**INPUT**
____________

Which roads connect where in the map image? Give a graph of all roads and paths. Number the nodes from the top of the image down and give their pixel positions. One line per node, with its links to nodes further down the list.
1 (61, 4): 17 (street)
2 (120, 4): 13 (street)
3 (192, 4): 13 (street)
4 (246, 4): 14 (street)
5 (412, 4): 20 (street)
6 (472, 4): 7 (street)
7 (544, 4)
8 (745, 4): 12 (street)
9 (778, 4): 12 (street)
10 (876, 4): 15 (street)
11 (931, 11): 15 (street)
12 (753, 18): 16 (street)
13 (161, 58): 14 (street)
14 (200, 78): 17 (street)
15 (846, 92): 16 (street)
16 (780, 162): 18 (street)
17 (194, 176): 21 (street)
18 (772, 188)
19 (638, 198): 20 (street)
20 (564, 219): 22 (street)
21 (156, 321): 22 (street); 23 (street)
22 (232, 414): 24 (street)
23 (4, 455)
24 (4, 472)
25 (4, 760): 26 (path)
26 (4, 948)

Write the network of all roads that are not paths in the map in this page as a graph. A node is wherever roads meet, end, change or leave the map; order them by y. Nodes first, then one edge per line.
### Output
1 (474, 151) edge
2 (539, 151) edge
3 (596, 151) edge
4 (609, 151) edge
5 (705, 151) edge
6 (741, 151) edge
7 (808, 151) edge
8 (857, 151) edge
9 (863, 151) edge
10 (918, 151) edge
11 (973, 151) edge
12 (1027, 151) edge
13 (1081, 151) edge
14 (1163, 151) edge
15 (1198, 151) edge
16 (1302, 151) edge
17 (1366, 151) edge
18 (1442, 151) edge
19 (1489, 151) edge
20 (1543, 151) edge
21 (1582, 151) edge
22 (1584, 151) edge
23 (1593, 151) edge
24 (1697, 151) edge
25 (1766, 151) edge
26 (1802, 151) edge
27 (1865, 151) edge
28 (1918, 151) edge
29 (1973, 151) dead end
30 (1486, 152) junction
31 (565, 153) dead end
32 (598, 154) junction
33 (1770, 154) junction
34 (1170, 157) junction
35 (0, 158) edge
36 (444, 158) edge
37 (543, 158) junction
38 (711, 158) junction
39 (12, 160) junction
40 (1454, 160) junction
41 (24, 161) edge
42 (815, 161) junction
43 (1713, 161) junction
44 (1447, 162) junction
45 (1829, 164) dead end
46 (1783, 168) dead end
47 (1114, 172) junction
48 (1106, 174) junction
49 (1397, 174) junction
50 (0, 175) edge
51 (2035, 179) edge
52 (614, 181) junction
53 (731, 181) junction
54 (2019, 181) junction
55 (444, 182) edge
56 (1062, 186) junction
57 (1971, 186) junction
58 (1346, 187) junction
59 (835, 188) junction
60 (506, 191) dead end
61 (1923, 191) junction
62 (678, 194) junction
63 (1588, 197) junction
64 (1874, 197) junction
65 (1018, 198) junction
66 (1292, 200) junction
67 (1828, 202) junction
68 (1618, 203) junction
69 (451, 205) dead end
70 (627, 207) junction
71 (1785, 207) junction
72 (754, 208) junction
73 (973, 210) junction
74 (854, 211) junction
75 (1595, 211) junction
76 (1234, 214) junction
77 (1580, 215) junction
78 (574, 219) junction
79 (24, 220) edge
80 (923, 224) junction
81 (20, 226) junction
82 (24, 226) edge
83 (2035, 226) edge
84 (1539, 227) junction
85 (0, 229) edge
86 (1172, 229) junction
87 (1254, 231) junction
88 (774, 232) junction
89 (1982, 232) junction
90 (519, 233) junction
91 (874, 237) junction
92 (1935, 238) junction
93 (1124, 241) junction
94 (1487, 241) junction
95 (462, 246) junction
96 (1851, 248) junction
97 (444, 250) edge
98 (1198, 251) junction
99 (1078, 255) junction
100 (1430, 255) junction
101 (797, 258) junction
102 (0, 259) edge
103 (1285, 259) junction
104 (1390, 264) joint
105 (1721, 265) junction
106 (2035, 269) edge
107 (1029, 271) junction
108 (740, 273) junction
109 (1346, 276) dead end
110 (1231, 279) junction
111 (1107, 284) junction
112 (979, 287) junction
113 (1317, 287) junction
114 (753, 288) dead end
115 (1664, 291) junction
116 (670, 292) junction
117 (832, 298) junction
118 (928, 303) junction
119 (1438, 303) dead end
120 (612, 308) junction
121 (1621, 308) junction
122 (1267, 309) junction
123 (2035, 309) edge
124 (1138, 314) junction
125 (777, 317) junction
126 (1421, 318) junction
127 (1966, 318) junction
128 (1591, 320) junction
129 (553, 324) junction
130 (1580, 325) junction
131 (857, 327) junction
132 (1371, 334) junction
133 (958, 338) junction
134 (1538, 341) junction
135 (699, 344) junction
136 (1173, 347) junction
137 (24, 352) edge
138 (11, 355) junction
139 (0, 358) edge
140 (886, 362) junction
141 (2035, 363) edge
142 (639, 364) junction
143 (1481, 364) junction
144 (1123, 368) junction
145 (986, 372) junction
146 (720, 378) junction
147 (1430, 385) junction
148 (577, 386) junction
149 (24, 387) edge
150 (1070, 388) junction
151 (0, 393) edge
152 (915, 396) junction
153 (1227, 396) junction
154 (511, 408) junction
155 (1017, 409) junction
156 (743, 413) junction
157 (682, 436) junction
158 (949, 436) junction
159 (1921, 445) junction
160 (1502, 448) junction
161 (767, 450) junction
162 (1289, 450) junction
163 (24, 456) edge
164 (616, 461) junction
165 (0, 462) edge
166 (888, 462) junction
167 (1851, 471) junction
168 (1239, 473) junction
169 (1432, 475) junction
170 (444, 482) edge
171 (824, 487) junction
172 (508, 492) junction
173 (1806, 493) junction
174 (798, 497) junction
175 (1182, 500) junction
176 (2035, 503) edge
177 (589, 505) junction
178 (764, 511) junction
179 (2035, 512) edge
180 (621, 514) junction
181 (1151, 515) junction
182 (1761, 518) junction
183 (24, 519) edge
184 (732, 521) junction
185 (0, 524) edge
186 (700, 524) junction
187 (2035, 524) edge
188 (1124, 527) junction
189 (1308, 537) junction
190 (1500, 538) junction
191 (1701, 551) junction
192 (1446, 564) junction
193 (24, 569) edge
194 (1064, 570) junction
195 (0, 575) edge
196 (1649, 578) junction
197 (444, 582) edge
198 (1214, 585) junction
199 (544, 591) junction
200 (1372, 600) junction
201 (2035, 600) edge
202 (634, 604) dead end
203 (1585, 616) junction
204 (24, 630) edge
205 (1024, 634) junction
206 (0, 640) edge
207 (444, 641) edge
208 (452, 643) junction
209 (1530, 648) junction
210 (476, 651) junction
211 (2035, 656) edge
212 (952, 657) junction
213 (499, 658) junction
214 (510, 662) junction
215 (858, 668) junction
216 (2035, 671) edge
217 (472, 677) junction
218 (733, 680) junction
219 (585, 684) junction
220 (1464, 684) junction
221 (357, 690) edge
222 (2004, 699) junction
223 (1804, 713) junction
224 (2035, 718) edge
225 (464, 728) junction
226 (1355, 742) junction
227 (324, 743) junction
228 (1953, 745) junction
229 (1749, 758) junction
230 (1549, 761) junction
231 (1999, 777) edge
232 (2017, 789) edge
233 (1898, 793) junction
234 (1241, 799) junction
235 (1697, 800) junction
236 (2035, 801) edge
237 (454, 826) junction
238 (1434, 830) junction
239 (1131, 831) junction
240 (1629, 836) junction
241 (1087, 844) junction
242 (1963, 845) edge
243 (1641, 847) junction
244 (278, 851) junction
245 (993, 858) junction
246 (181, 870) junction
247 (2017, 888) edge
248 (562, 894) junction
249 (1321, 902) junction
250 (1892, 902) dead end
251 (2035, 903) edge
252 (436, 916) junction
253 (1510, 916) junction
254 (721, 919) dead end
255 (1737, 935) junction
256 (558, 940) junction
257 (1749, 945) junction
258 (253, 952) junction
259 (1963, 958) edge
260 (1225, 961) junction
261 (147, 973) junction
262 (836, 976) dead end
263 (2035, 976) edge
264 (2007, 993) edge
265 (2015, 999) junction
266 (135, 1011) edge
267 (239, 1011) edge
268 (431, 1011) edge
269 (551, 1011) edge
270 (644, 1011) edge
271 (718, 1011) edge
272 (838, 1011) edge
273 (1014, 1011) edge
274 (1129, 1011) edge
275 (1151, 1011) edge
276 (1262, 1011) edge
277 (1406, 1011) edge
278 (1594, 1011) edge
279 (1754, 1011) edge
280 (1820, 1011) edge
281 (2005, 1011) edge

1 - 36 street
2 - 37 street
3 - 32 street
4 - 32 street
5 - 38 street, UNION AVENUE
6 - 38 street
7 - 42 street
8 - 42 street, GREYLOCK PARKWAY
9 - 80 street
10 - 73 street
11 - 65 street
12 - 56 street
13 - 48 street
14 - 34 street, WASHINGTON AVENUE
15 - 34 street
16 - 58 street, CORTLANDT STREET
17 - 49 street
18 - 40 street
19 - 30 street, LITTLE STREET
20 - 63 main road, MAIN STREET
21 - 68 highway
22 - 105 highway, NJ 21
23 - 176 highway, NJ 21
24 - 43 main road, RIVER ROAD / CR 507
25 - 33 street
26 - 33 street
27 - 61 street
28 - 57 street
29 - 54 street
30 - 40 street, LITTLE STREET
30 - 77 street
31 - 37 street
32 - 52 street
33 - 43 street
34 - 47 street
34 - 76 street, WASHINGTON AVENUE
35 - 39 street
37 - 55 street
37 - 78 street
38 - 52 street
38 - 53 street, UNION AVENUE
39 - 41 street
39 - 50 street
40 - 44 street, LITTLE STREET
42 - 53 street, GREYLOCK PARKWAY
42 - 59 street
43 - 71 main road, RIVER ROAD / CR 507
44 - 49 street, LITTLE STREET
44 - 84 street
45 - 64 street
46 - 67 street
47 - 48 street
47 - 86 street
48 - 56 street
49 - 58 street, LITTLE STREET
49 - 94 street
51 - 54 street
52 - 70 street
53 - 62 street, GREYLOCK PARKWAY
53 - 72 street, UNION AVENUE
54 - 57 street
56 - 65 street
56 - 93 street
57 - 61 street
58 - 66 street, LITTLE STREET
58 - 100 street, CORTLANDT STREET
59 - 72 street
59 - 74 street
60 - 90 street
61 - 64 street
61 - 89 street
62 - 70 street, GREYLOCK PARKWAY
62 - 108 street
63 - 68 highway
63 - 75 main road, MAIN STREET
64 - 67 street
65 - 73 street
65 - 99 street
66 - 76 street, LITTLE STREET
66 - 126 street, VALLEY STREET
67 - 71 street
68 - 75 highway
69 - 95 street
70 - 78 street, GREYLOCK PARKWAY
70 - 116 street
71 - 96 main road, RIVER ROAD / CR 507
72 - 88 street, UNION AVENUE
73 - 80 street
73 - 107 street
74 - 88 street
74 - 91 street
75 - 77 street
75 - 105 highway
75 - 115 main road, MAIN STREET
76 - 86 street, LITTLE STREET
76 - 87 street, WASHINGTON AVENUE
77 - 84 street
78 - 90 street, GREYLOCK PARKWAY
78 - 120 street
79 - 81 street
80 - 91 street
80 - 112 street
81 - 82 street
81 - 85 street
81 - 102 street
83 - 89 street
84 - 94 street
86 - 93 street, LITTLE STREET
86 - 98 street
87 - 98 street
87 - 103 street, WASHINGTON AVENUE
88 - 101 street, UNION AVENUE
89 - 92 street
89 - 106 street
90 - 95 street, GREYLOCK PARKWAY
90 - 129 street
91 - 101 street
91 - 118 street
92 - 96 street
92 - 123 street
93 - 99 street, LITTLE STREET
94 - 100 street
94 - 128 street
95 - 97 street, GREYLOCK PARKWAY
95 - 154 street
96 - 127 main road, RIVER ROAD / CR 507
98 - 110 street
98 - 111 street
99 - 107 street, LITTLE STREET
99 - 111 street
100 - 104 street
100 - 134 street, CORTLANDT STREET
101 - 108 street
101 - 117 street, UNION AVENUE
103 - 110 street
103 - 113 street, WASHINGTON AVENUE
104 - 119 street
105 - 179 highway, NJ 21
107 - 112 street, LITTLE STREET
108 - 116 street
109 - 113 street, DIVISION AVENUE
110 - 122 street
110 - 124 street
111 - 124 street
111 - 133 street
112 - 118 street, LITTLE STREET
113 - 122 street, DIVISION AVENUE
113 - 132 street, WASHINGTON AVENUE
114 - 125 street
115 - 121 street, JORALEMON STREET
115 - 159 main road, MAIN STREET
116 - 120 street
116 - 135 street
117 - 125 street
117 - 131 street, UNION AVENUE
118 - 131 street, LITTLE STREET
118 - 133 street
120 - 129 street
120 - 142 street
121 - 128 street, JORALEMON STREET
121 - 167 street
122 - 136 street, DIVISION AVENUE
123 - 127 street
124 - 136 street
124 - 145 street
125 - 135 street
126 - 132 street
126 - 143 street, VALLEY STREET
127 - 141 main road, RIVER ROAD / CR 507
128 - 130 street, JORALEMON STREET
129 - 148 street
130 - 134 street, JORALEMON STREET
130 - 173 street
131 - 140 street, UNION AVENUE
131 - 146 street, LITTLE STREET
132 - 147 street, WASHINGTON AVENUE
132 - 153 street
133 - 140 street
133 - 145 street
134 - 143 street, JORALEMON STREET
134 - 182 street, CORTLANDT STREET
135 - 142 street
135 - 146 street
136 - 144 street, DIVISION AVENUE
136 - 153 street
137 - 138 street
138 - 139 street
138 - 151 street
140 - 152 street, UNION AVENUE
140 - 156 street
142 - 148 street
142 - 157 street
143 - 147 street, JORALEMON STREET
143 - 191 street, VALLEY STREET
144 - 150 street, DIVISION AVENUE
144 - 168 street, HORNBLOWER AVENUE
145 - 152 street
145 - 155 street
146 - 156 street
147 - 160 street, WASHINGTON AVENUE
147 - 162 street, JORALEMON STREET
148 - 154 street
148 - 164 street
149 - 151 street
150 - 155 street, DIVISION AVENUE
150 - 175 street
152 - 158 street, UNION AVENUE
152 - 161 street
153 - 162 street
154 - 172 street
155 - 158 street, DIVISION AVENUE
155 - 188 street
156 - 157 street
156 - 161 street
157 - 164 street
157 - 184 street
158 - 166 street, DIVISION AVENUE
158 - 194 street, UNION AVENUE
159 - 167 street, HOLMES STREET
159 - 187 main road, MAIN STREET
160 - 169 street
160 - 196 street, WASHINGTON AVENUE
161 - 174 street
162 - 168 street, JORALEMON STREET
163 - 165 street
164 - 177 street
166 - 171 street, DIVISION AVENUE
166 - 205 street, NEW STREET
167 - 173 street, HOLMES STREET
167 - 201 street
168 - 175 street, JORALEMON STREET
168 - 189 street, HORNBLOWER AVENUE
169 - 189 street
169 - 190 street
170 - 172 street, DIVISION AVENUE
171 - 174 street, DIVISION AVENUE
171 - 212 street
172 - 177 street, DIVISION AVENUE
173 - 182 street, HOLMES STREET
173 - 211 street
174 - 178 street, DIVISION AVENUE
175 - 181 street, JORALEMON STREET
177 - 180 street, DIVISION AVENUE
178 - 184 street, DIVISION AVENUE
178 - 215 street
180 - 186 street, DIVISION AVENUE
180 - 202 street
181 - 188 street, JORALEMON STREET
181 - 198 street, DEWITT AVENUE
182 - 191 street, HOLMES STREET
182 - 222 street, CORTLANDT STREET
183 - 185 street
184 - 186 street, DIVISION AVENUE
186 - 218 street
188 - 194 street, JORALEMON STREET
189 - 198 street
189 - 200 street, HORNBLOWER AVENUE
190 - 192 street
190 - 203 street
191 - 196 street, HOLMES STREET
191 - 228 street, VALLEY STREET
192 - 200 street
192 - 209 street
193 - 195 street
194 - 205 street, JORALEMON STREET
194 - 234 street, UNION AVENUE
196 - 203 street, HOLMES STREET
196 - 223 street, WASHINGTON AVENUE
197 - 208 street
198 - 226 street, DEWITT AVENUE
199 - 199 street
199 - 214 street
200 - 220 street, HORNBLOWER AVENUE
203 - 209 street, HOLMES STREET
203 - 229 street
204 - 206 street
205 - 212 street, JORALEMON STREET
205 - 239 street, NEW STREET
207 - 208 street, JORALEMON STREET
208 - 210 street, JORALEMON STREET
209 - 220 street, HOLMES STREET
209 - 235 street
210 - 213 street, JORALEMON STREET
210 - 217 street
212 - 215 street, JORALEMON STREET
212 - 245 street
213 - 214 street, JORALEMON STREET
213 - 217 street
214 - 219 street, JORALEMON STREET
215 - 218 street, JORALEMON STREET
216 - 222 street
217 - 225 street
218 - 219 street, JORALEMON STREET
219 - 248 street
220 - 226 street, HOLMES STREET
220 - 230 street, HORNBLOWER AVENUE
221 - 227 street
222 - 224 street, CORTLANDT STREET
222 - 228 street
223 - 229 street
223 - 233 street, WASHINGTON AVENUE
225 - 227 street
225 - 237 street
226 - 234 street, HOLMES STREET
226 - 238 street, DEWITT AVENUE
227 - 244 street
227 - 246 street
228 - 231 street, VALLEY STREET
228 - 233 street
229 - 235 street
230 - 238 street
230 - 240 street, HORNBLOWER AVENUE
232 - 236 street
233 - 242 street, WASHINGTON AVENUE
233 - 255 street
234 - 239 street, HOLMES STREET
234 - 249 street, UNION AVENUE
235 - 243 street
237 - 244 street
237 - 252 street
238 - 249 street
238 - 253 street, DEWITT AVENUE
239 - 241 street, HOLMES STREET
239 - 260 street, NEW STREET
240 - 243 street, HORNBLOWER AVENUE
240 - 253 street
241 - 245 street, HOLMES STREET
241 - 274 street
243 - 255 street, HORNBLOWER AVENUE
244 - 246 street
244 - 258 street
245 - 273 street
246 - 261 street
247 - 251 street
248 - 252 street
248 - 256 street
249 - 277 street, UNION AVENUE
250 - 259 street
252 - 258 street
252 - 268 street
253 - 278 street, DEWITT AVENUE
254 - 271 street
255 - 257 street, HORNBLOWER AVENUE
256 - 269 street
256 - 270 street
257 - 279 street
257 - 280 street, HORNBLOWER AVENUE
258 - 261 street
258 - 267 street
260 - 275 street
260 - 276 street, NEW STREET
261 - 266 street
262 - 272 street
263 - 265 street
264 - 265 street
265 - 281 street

____________

**EXERCISE PROMPT**
Every line that holds the word "GREYLOCK" should be copied from the records.

**SOLVED EXERCISE**
8 - 42 street, GREYLOCK PARKWAY
42 - 53 street, GREYLOCK PARKWAY
53 - 62 street, GREYLOCK PARKWAY
62 - 70 street, GREYLOCK PARKWAY
70 - 78 street, GREYLOCK PARKWAY
78 - 90 street, GREYLOCK PARKWAY
90 - 95 street, GREYLOCK PARKWAY
95 - 97 street, GREYLOCK PARKWAY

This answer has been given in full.